# `DP-900`: _Microsoft Azure Data Fundamentals_


## `1.` Data Workloads


### Database


- A `database` is designed for Online Transaction Processing (`OLTP`), which handles day-to-day operations and transactions
- A `database` is optimized for quick, real-time operations like creating, reading, updating, and deleting data. It's the engine behind most applications, from e-commerce websites to banking systems.


#### `Purpose`


To support daily operational tasks and transactions.


#### `Data Type`


Typically stores real-time, current data from a single source or application.


#### `Structure`


Highly normalized to reduce data redundancy, which means data is split into multiple tables with specific relationships. This is efficient for transactional processes but can be complex for large-scale queries.


#### `Queries`


Queries are simple, focused on retrieving a small number of records quickly to support a specific function (e.g., "get the customer's order history").


#### `Users`


Designed to handle a high number of concurrent users, each performing small, fast transactions.


### Data warehouse


- A `data warehouse` is designed for Online Analytical Processing (`OLAP`), which is used for analysis and reporting to support business intelligence and decision-making
- A `data warehouse` is a central repository that consolidates historical data from multiple sources (including various databases). Its primary goal is to provide a unified, long-term view of a business to help analysts identify trends and patterns.


#### `Purpose`


To support business intelligence, data analysis, and strategic decision-making


#### `Data Type`


Stores large volumes of historical data, often aggregated and cleaned from various sources


#### `Structure`


Often denormalized using a `star` or `snowflake` schema to optimize for fast, complex queries and reporting. This structure allows analysts to easily group and summarize data


#### `Queries`


Queries are complex, often involving large datasets and multiple joins to answer broad business questions (e.g., "what was our total sales revenue by region for the last five years?")


#### `Users`


Typically has a smaller number of users, such as business analysts and data scientists, who run complex, long-running queries


### Data warehouse workload


#### `1.` Process of loading data


This refers to the `ETL` (Extract, Transform, Load) or `ELT` (Extract, Load, Transform) process. It involves getting data from various sources, cleaning and transforming it, and then loading it into the data warehouse for storage.

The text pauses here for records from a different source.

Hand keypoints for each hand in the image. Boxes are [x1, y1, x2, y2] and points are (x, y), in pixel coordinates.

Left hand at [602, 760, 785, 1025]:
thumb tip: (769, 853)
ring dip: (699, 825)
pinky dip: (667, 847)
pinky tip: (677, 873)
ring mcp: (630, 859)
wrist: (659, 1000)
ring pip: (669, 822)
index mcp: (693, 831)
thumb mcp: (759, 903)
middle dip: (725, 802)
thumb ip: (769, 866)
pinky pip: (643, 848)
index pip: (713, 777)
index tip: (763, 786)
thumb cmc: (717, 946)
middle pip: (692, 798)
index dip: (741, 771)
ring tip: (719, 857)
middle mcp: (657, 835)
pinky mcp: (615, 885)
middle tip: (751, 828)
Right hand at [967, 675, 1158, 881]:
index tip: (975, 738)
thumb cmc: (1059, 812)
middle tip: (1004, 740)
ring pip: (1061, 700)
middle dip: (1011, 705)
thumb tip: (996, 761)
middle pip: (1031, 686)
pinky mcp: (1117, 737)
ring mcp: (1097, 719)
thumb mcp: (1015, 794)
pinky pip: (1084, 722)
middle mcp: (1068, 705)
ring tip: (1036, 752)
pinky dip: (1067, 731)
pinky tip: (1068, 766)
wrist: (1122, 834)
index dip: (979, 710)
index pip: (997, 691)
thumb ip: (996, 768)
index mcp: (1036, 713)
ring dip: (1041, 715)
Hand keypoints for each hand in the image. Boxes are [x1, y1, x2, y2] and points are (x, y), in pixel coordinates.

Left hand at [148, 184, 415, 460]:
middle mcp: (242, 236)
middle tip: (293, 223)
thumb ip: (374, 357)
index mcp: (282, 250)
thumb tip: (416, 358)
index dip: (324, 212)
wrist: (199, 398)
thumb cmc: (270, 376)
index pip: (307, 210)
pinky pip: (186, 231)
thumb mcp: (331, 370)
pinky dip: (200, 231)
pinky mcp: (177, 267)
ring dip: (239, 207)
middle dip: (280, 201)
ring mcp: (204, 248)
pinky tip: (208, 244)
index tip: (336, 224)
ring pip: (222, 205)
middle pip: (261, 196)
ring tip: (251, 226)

#### `2.` Performing analysis and reporting


This is the primary function of a data warehouse. It involves running complex queries and using business intelligence (BI) tools to analyze the data and generate reports that help with decision-making.


#### `3.` Managing the data


This includes tasks like data governance, ensuring data quality, and performing administrative tasks such as backups and security management to maintain the integrity and reliability of the data warehouse


#### `4.` Exporting the data


This involves moving data out of the warehouse to other repositories or applications, often for further processing, use in machine learning models, or to be shared with other systems


### Data Warehouse and Data Lake


#### `Data Warehouse`


- A `data warehouse` is a centralized repository of `structured`, `processed data`
- It's designed for Online Analytical Processing (OLAP), which means it's optimized for business intelligence (BI), reporting, and analysis


#### `Data Lake`


- A `data lake` is a vast pool of `raw`, `unprocessed data`
- It's designed to store all types of `data—structured`, `semi-structured`, and `unstructured` at a massive scale.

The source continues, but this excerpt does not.